# Task to carry out:
Check every line of the entries below for "Dezessete", and copy the lines that have it.

# Supplied data:
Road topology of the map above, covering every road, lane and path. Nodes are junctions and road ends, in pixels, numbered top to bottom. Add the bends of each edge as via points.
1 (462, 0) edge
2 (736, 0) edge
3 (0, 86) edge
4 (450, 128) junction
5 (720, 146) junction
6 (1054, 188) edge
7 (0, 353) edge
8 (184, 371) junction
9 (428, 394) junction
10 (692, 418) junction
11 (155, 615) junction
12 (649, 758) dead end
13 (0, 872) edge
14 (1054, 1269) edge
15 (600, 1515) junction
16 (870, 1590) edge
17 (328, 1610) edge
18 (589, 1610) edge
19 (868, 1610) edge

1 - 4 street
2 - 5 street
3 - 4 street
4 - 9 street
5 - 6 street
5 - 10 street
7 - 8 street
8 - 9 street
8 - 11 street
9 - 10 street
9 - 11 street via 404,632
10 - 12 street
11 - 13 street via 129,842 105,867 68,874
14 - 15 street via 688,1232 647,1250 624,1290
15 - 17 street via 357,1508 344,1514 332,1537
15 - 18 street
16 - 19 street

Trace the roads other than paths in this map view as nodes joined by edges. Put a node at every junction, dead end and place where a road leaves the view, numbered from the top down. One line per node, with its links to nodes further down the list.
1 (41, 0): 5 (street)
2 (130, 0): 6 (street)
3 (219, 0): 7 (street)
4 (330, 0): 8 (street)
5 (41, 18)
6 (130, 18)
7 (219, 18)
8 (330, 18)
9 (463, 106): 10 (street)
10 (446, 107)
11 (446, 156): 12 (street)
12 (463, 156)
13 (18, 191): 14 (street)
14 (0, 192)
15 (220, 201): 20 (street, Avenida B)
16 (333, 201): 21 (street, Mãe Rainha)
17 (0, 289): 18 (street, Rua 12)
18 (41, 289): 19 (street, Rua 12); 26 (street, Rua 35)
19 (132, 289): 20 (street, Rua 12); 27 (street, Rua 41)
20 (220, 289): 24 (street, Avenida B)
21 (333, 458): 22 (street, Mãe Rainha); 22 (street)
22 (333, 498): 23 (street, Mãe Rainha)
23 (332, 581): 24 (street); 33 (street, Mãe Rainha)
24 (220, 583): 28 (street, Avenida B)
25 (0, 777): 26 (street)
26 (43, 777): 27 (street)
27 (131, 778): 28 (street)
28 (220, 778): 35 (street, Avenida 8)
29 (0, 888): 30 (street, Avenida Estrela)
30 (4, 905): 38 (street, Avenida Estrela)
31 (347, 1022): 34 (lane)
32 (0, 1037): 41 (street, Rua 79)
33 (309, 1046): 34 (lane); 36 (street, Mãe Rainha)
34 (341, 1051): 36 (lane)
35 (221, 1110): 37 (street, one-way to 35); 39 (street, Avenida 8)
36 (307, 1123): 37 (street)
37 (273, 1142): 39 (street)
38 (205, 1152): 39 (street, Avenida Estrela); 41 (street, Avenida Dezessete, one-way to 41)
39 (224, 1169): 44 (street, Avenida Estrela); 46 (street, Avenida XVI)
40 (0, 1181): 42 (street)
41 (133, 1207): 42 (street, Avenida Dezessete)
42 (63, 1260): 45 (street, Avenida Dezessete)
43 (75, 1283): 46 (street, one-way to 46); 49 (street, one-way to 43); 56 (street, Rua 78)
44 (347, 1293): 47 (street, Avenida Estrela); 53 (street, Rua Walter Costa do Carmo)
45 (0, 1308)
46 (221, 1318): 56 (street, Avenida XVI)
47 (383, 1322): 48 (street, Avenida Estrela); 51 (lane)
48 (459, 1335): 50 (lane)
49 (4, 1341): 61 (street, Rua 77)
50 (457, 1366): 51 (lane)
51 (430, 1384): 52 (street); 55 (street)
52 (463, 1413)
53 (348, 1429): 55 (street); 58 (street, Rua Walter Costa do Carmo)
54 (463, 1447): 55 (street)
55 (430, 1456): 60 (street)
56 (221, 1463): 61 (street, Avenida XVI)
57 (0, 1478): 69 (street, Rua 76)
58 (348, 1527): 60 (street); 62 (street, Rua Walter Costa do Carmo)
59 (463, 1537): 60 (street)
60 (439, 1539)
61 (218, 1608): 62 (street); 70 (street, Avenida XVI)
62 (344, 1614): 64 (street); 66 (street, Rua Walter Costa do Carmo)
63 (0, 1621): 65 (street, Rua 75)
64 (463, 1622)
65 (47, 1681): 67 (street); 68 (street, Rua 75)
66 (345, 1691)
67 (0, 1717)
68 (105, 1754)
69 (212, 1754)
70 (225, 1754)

# Exercise solution:
38 (205, 1152): 39 (street, Avenida Estrela); 41 (street, Avenida Dezessete, one-way to 41)
41 (133, 1207): 42 (street, Avenida Dezessete)
42 (63, 1260): 45 (street, Avenida Dezessete)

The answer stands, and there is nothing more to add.